Exercise brief: Would you restate each line of the data below word for word, without its pictures?

Supplied data:
+ + +
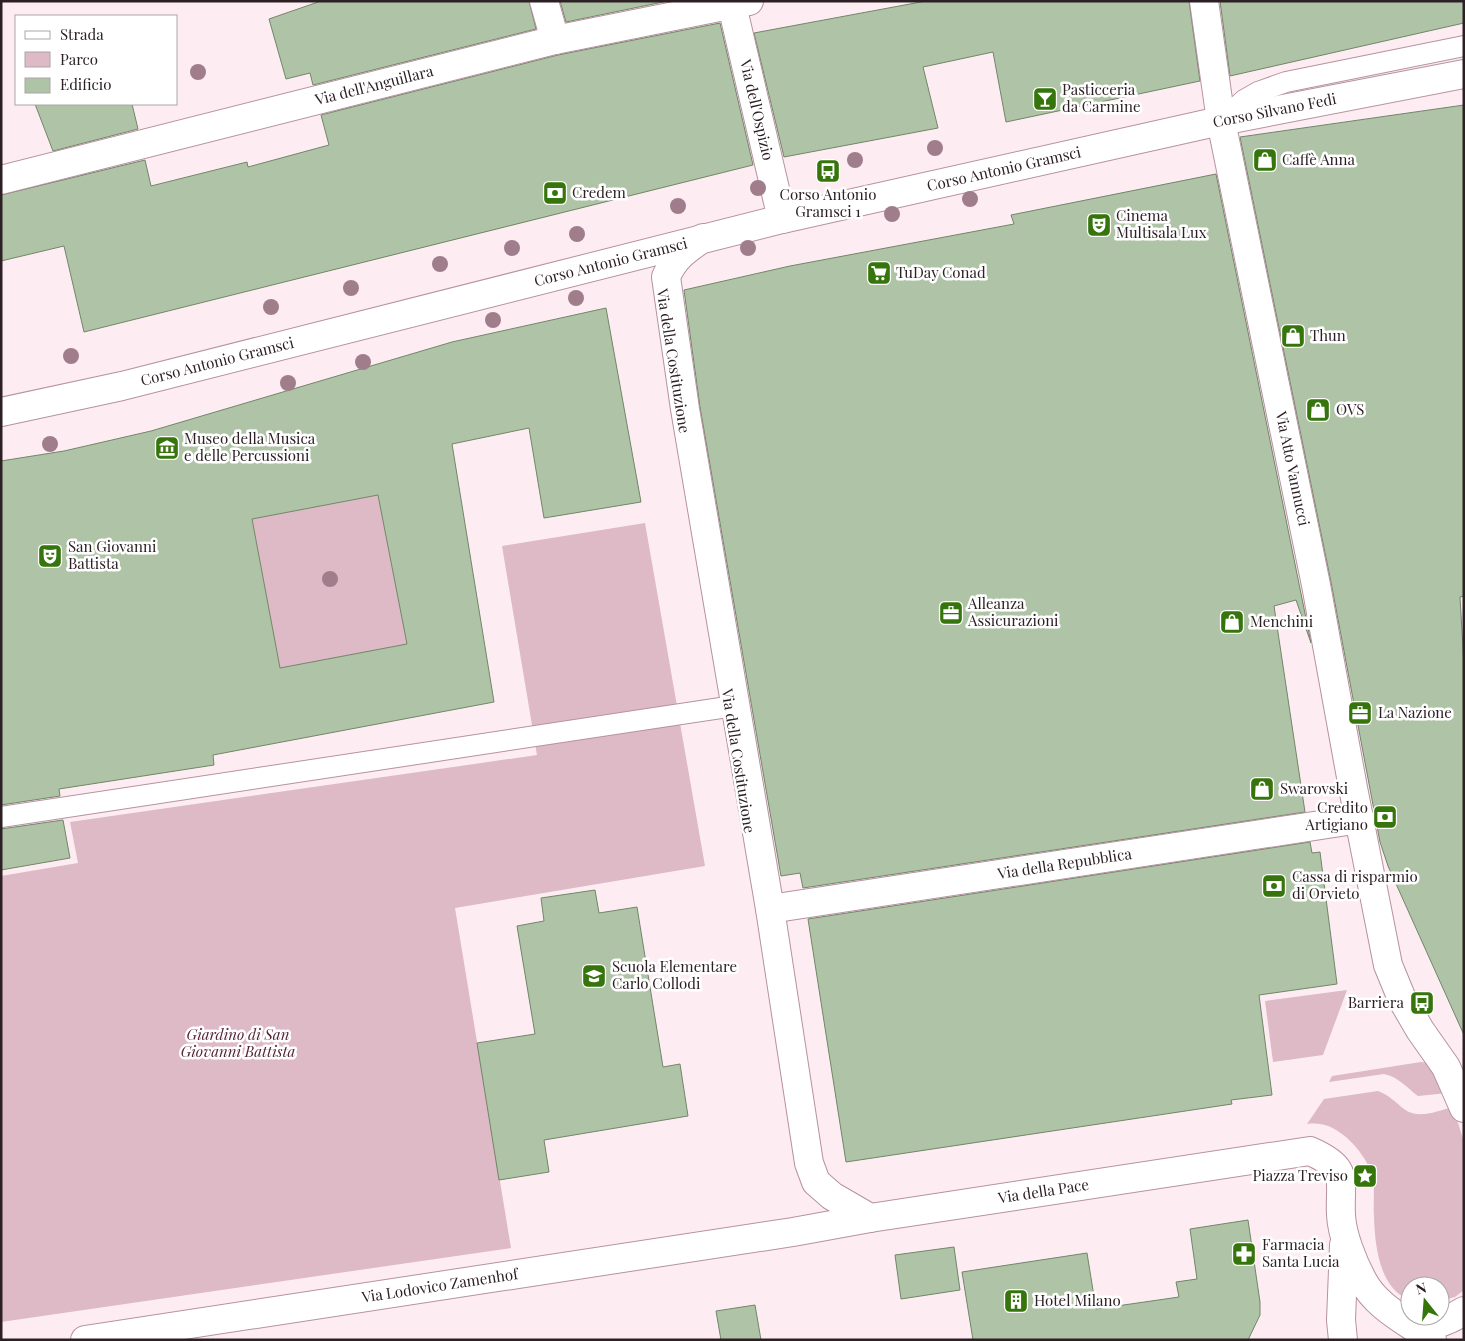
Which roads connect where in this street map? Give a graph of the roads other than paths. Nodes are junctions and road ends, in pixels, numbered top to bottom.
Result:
1 (544, 1) edge
2 (1204, 1) edge
3 (738, 2) edge
4 (555, 40) junction
5 (1464, 46) edge
6 (1464, 74) edge
7 (1221, 121) junction
8 (1, 180) edge
9 (782, 218) junction
10 (657, 268) junction
11 (1, 412) edge
12 (1, 421) edge
13 (732, 706) junction
14 (1, 816) edge
15 (1360, 818) junction
16 (770, 909) junction
17 (1464, 1108) edge
18 (863, 1219) junction
19 (793, 1232) joint
20 (1344, 1234) junction
21 (1436, 1330) edge
22 (85, 1340) edge
23 (1343, 1340) edge

1 - 4 street
2 - 7 street, Via Atto Vannucci
3 - 4 street, Via dell'Anguillara
3 - 9 street, Via dell'Ospizio
4 - 8 street, Via dell'Anguillara
5 - 7 lane, Corso Silvano Fedi
6 - 7 street, Corso Silvano Fedi
7 - 9 street, Corso Antonio Gramsci
7 - 15 street, Via Atto Vannucci
9 - 10 street, Corso Antonio Gramsci
10 - 11 street, Corso Antonio Gramsci
10 - 12 lane, Corso Antonio Gramsci
10 - 13 street, Via della Costituzione
13 - 14 lane
13 - 16 street, Via della Costituzione
13 - 18 lane, Via della Costituzione
15 - 16 street, Via della Repubblica
15 - 17 street
16 - 18 street, Via della Costituzione
18 - 19 street, Via della Pace
18 - 20 street, Via della Pace
19 - 22 street, Via Lodovico Zamenhof
20 - 21 street
20 - 23 street

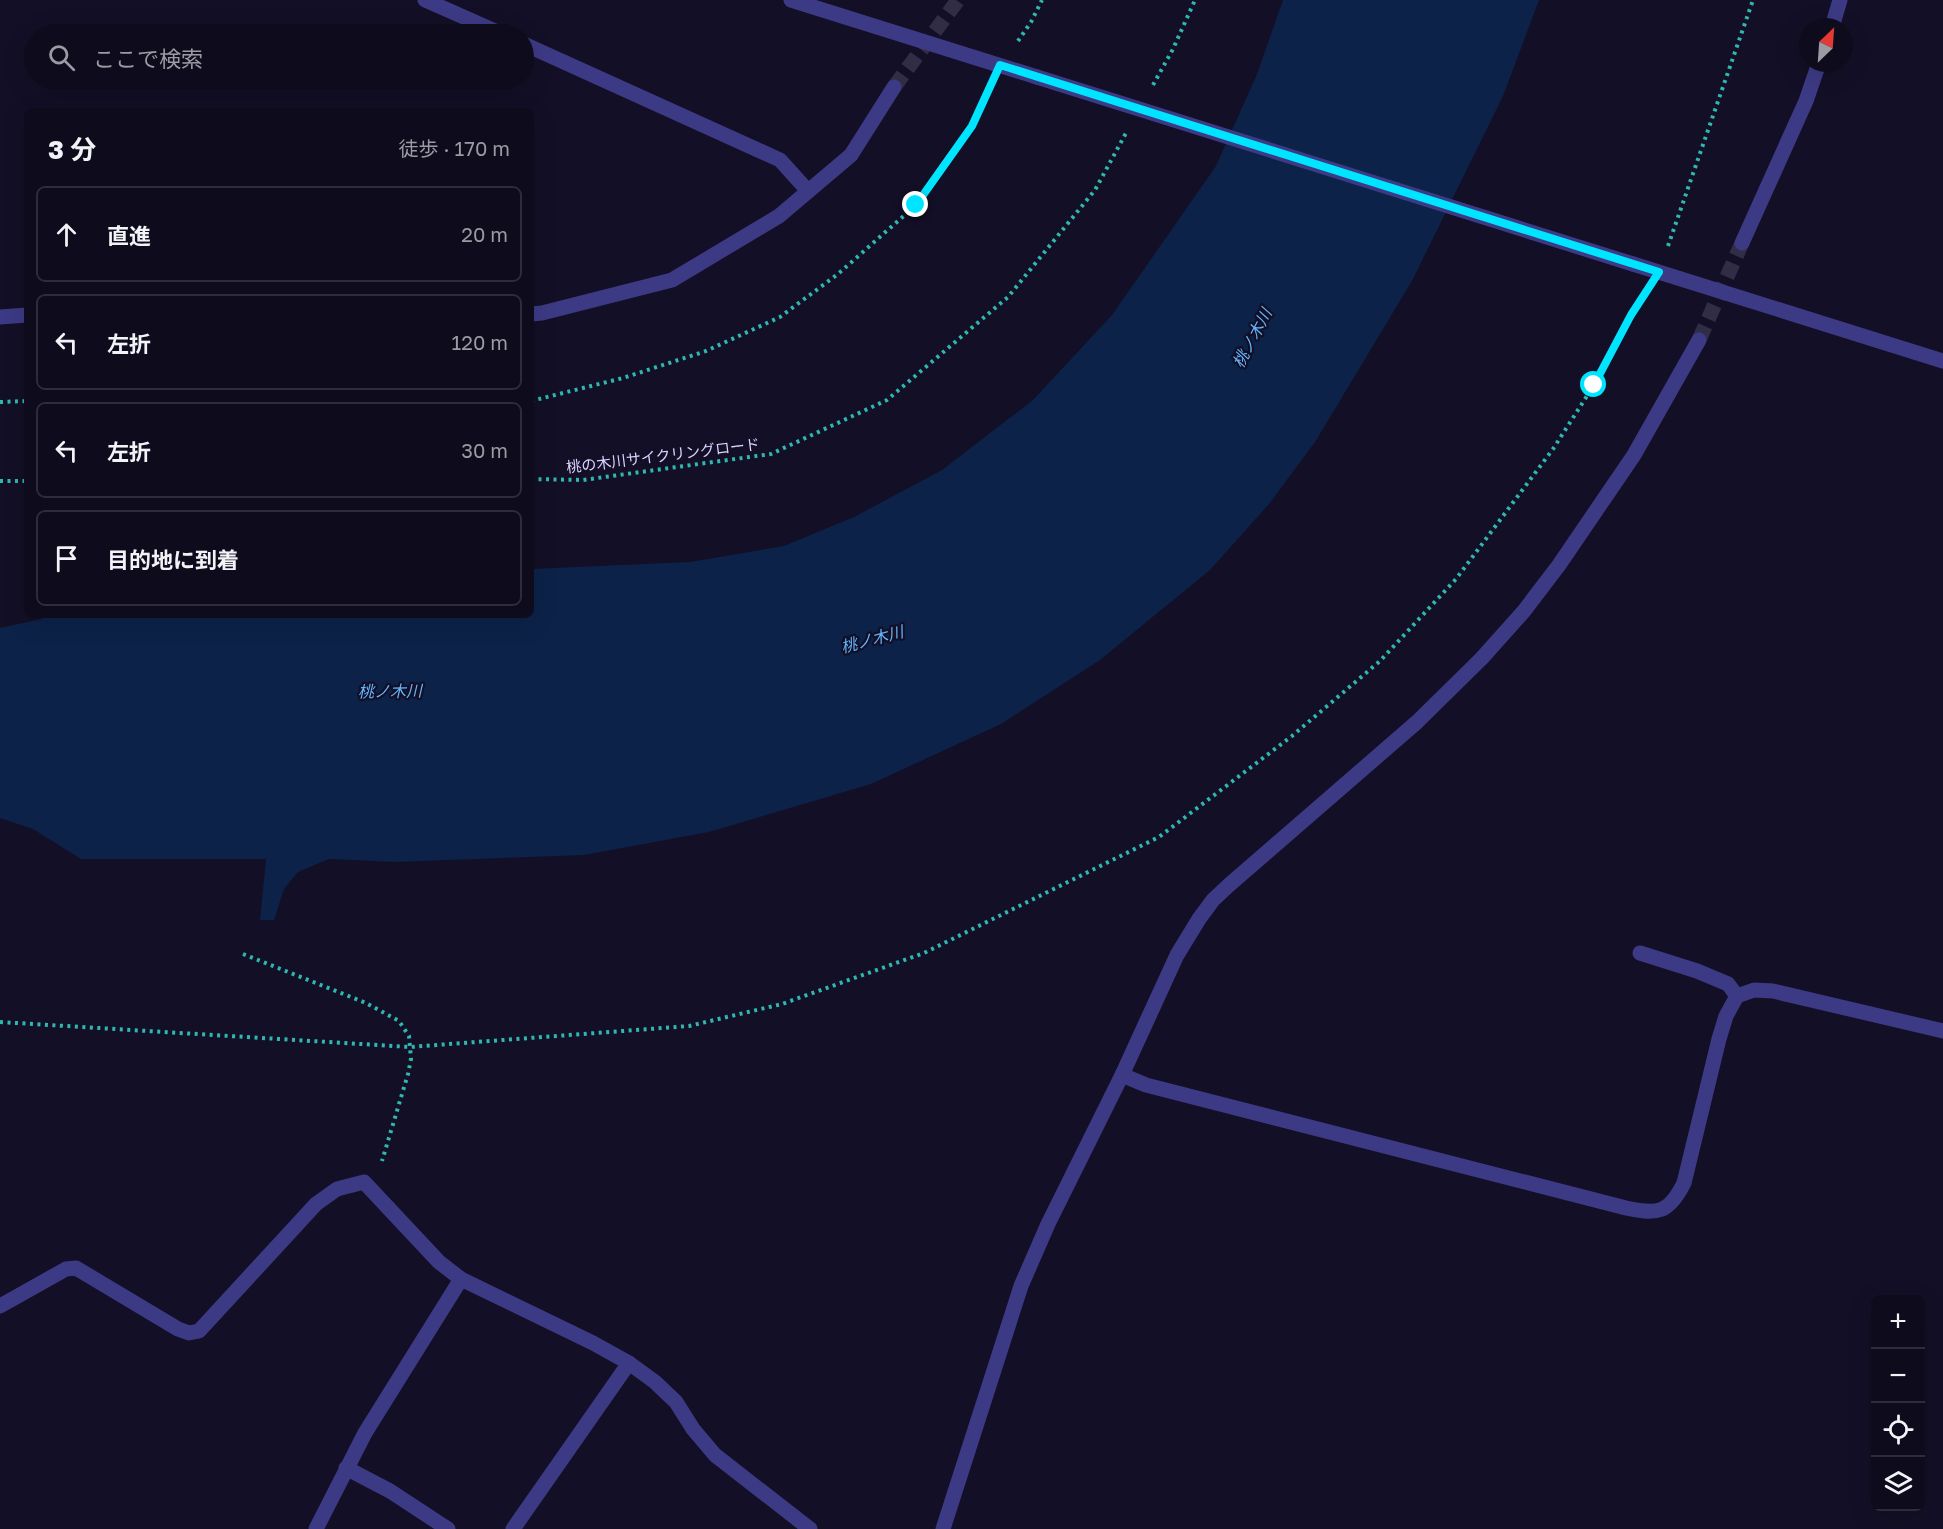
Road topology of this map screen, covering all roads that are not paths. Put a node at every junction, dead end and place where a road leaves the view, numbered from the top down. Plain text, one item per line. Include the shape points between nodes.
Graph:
1 (425, 0) edge
2 (791, 0) edge
3 (1840, 0) edge
4 (1835, 18) edge
5 (479, 24) edge
6 (534, 49) edge
7 (1816, 72) edge
8 (894, 87) tunnel mouth
9 (808, 191) junction
10 (1742, 243) tunnel mouth
11 (534, 314) edge
12 (24, 315) edge
13 (0, 317) edge
14 (1699, 340) tunnel mouth
15 (1943, 361) edge
16 (1640, 953) dead end
17 (1737, 996) junction
18 (1943, 1032) edge
19 (1122, 1075) junction
20 (460, 1279) junction
21 (0, 1306) edge
22 (629, 1363) junction
23 (346, 1468) junction
24 (316, 1529) edge
25 (448, 1529) edge
26 (513, 1529) edge
27 (810, 1529) edge
28 (943, 1529) edge

1 - 5 street
2 - 15 street, bridge
3 - 4 street
6 - 9 street via 780,160
7 - 10 street
8 - 9 street via 851,155
9 - 11 street via 780,216 672,280
12 - 13 street
14 - 19 street via 1634,455 1524,611 1418,722 1213,900 1177,955
16 - 17 street via 1728,984
17 - 18 street via 1754,990 1773,991
17 - 19 street via 1719,1039 1684,1183 1677,1197 1656,1212 1626,1208 1146,1085
19 - 28 street via 1021,1286
20 - 21 street via 438,1262 364,1182 337,1189 316,1204 199,1330 189,1333 178,1329 76,1268 66,1269
20 - 22 street
20 - 23 street
22 - 26 street
22 - 27 street via 676,1402 715,1455
23 - 24 street
23 - 25 street

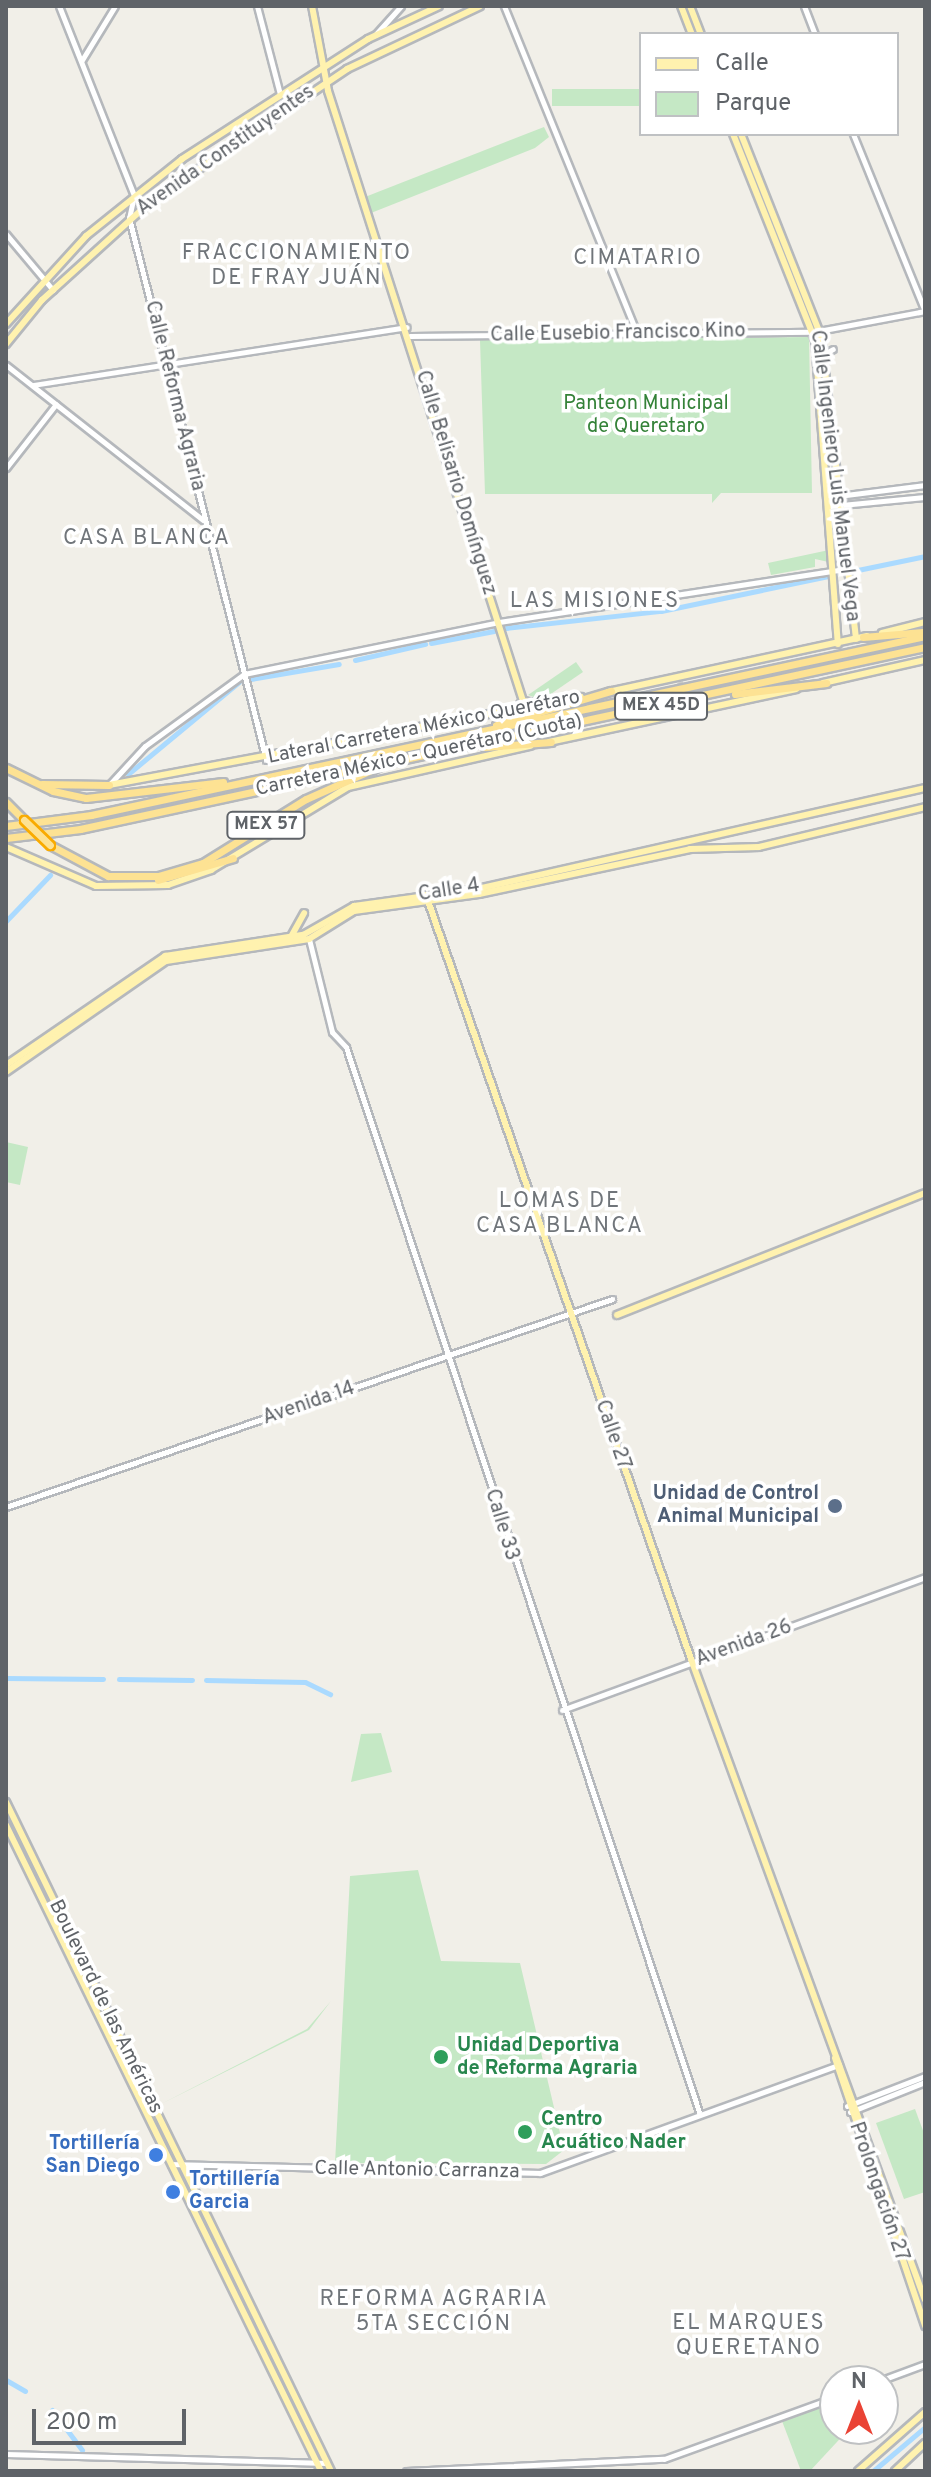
+ + +
Task output:
Which roads connect where in this street map? Give a graph of the roads other than paths. Nodes are junctions and road ends, in pixels, numbered top to bottom.
Result:
1 (544, 1) edge
2 (1204, 1) edge
3 (738, 2) edge
4 (555, 40) junction
5 (1464, 46) edge
6 (1464, 74) edge
7 (1221, 121) junction
8 (1, 180) edge
9 (782, 218) junction
10 (657, 268) junction
11 (1, 412) edge
12 (1, 421) edge
13 (732, 706) junction
14 (1, 816) edge
15 (1360, 818) junction
16 (770, 909) junction
17 (1464, 1108) edge
18 (863, 1219) junction
19 (793, 1232) joint
20 (1344, 1234) junction
21 (1436, 1330) edge
22 (85, 1340) edge
23 (1343, 1340) edge

1 - 4 street
2 - 7 street, Via Atto Vannucci
3 - 4 street, Via dell'Anguillara
3 - 9 street, Via dell'Ospizio
4 - 8 street, Via dell'Anguillara
5 - 7 lane, Corso Silvano Fedi
6 - 7 street, Corso Silvano Fedi
7 - 9 street, Corso Antonio Gramsci
7 - 15 street, Via Atto Vannucci
9 - 10 street, Corso Antonio Gramsci
10 - 11 street, Corso Antonio Gramsci
10 - 12 lane, Corso Antonio Gramsci
10 - 13 street, Via della Costituzione
13 - 14 lane
13 - 16 street, Via della Costituzione
13 - 18 lane, Via della Costituzione
15 - 16 street, Via della Repubblica
15 - 17 street
16 - 18 street, Via della Costituzione
18 - 19 street, Via della Pace
18 - 20 street, Via della Pace
19 - 22 street, Via Lodovico Zamenhof
20 - 21 street
20 - 23 street

Road topology of this map screen, covering all roads that are not paths. Put a node at every junction, dead end and place where a road leaves the view, numbered from the top down. Plain text, one item per line. Include the shape points between nodes.
Graph:
1 (425, 0) edge
2 (791, 0) edge
3 (1840, 0) edge
4 (1835, 18) edge
5 (479, 24) edge
6 (534, 49) edge
7 (1816, 72) edge
8 (894, 87) tunnel mouth
9 (808, 191) junction
10 (1742, 243) tunnel mouth
11 (534, 314) edge
12 (24, 315) edge
13 (0, 317) edge
14 (1699, 340) tunnel mouth
15 (1943, 361) edge
16 (1640, 953) dead end
17 (1737, 996) junction
18 (1943, 1032) edge
19 (1122, 1075) junction
20 (460, 1279) junction
21 (0, 1306) edge
22 (629, 1363) junction
23 (346, 1468) junction
24 (316, 1529) edge
25 (448, 1529) edge
26 (513, 1529) edge
27 (810, 1529) edge
28 (943, 1529) edge

1 - 5 street
2 - 15 street, bridge
3 - 4 street
6 - 9 street via 780,160
7 - 10 street
8 - 9 street via 851,155
9 - 11 street via 780,216 672,280
12 - 13 street
14 - 19 street via 1634,455 1524,611 1418,722 1213,900 1177,955
16 - 17 street via 1728,984
17 - 18 street via 1754,990 1773,991
17 - 19 street via 1719,1039 1684,1183 1677,1197 1656,1212 1626,1208 1146,1085
19 - 28 street via 1021,1286
20 - 21 street via 438,1262 364,1182 337,1189 316,1204 199,1330 189,1333 178,1329 76,1268 66,1269
20 - 22 street
20 - 23 street
22 - 26 street
22 - 27 street via 676,1402 715,1455
23 - 24 street
23 - 25 street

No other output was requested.